In 1980 he received the first Chico Mendes award, for "outstanding courage in the defense of the Middle environment" awarded by the International Club, and in 1993 was awarded the United Nations Global 500 award for 'their outstanding environmental achievements'. From 1989 to 1991 was resident of the Zoologische Staatssammlung, of Munich, to the East of Germany, as a helper of the Foundation Alexander von Humboldt. Later he remained as a consultant in the Special Secretariat for the environment, Brazil.
In the last stage of his life, Darrell A. Posey was Assistant to associate the Linacre College of Oxford University, directed the Oxford Centre for the environment, ethics and society (Oxford Center for the Environment, Ethics and Society - OCEES-) and finally was a member of Mansfield College (University of Oxford). Since 1989 he coordinated an international working group on rights of protection of the knowledge of indigenous and traditional in matters medical, biological and other types, and since 1994 directed a program at OCEES devoted to its study and promoted an important series of seminars dedicated to intellectual reflection and political action in defense of the Amazon. In them he left the unique imprint of a personality that joined the scientific rigor of everything human interest.

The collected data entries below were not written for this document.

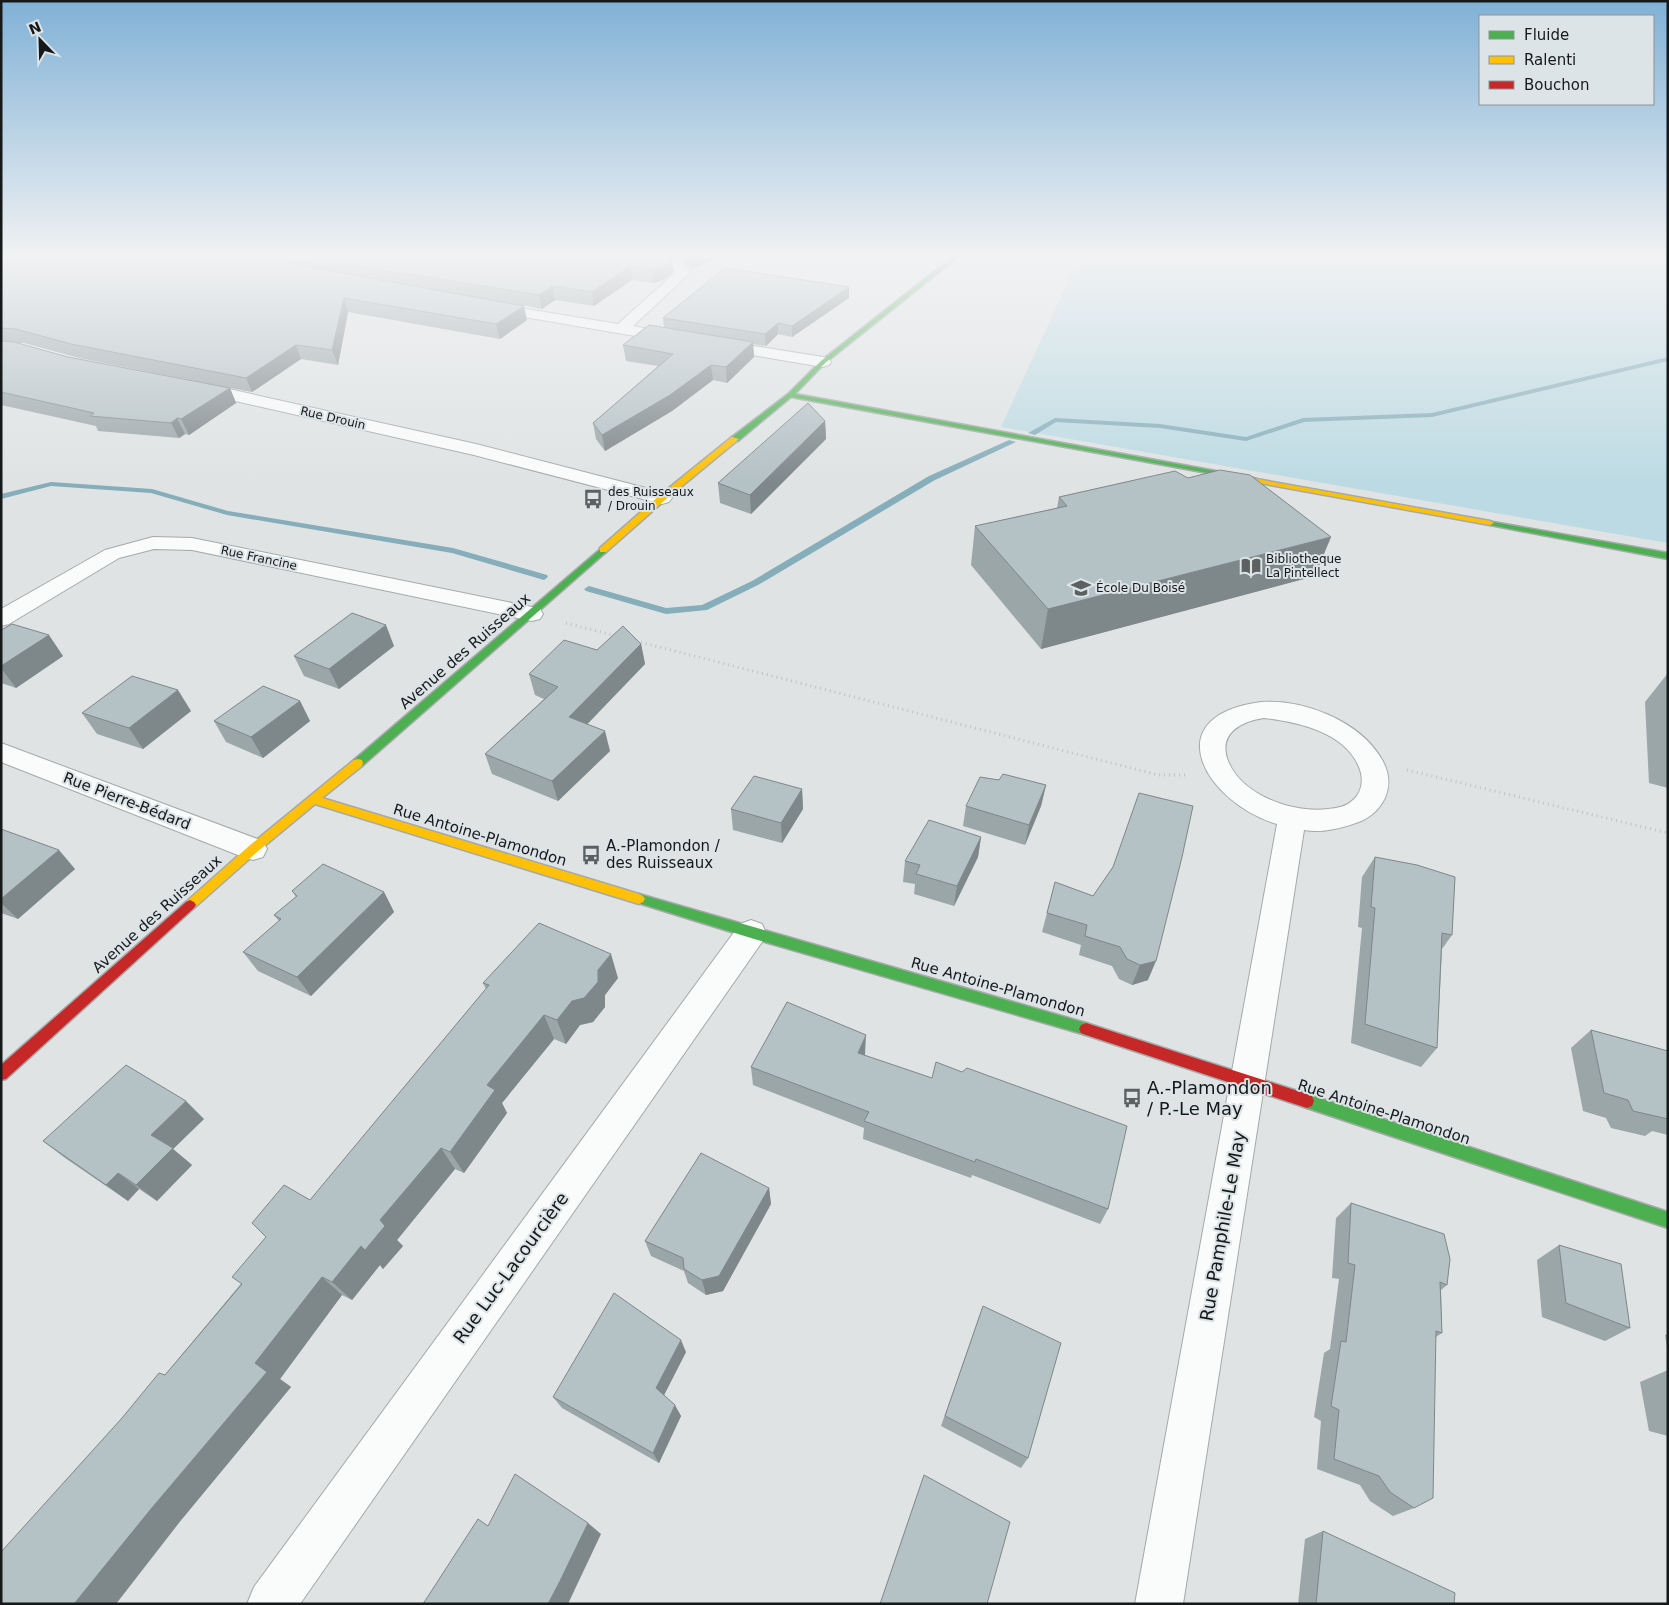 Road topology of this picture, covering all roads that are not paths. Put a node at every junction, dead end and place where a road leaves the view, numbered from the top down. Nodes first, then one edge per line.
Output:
1 (644, 333) edge
2 (860, 333) edge
3 (686, 340) edge
4 (705, 343) edge
5 (823, 362) junction
6 (182, 384) edge
7 (790, 395) junction
8 (662, 498) junction
9 (1668, 556) edge
10 (532, 614) junction
11 (1, 619) edge
12 (1, 752) edge
13 (314, 800) junction
14 (1292, 818) junction
15 (252, 849) junction
16 (751, 933) junction
17 (1, 1074) edge
18 (1248, 1083) junction
19 (1668, 1220) edge
20 (271, 1604) edge
21 (1159, 1604) edge

1 - 3 street
2 - 5 street, Avenue des Ruisseaux
4 - 5 street
5 - 7 street, Avenue des Ruisseaux
6 - 8 street, Rue Drouin
7 - 8 street, Avenue des Ruisseaux
7 - 9 street
8 - 10 street, Avenue des Ruisseaux
10 - 11 street, Rue Francine
10 - 13 street, Avenue des Ruisseaux
12 - 15 street, Rue Pierre-Bédard
13 - 15 street, Avenue des Ruisseaux
13 - 16 street, Rue Antoine-Plamondon
14 - 14 street
14 - 18 street, Rue Pamphile-Le May
15 - 17 street, Avenue des Ruisseaux
16 - 18 street, Rue Antoine-Plamondon
16 - 20 street, Rue Luc-Lacourcière
18 - 19 street, Rue Antoine-Plamondon
18 - 21 street, Rue Pamphile-Le May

Throughout his life, D. A. Posey published around 184 scientific articles and eight books, including: Resource management in Amazonia: indigenous and folk strategies (New York Botanical Garden, Advances in Economic Botany, no. 7, 1989, co-editado with William Balée); the 2nd volume Proceeding of the first international congress of Ethnobiology (CNPq/Museum Paraense Emilio goeldi Museum, Belém, Basil, 1990; co-edited with William Overal); Beyond intellectual property: towards traditional resources rights for indigenous peoples and Local Communities (IDRC, Ottawa, 1996); Traditional resources rights: international instruments for protection and compensation for indigenous peoples and local communities (IUCN, Gland, 1996) and Indigenous peoples and sustainability (IUCN and International Books, Utrecht, 1997). He also participated in the production and direction of fourteen films for television, including the award-winning Jungle Pharmacy.